Any ideas? :)
From: Nathan
<[email protected]<mailto:[email protected]>>
Date: Wednesday, 7 January 2015 2:53 pm
To: "[email protected]<mailto:[email protected]>"
<[email protected]<mailto:[email protected]>>
Subject: SparkSQL schemaRDD & MapPartitions calls - performance issues -
columnar formats?
Hi,
I’m trying to use a combination of SparkSQL and ‘normal' Spark/Scala via
rdd.mapPartitions(…). Using the latest release 1.2.0.
Simple example; load up some sample data from parquet on HDFS (about 380m rows,
10 columns) on a 7 node cluster.
val t = sqlC.parquetFile("/user/n/sales-tran12m.parquet”)

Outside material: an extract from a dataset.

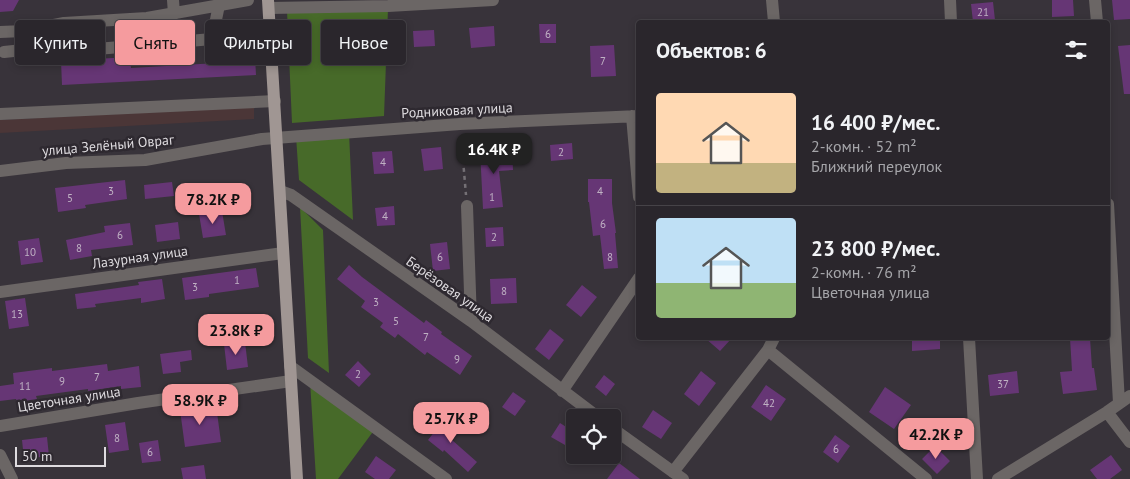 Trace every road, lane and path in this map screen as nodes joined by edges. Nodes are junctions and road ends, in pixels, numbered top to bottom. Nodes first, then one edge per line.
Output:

t.registerTempTable("test1”)
sqlC.cacheTable("test1”)
Now lets do some operations on it; I want the total sales & quantities sold for
each hour in the day so I choose 3 out of the 10 possible columns...
sqlC.sql("select Hour, sum(ItemQty), sum(Sales) from test1 group by
Hour").collect().foreach(println)
After the table has been 100% cached in memory, this takes around 11 seconds.
Lets do the same thing but via a MapPartitions call (this isn’t production
ready code but gets the job done).
val try2 = sqlC.sql("select Hour, ItemQty, Sales from test1”)
rddPC.mapPartitions { case hrs =>
val qtySum = new Array[Double](24)
val salesSum = new Array[Double](24)
for(r <- hrs) {
val hr = r.getInt(0)
qtySum(hr) += r.getDouble(1)
salesSum(hr) += r.getDouble(2)
}
(salesSum zip qtySum).zipWithIndex.map(_.swap).iterator
}.reduceByKey((a,b) => (a._1 + b._1, a._2 + b._2)).collect().foreach(println)
Now this takes around ~49 seconds… Even though test1 table is 100% cached. The
number of partitions remains the same…
Now if I create a simple RDD of a case class HourSum(hour: Int, qty: Double,
sales: Double)
Convert the SchemaRDD;
val rdd = sqlC.sql("select * from test1").map{ r => HourSum(r.getInt(1),
r.getDouble(7), r.getDouble(8)) }.cache()
//cache all the data
rdd.count()
Then run basically the same MapPartitions query;
rdd.mapPartitions { case hrs =>
val qtySum = new Array[Double](24)
val salesSum = new Array[Double](24)
for(r <- hrs) {
val hr = r.hour
qtySum(hr) += r.qty
salesSum(hr) += r.sales
}
(salesSum zip qtySum).zipWithIndex.map(_.swap).iterator
}.reduceByKey((a,b) => (a._1 + b._1, a._2 + b._2)).collect().foreach(println)
This takes around 1.5 seconds! Albeit the memory footprint is much larger.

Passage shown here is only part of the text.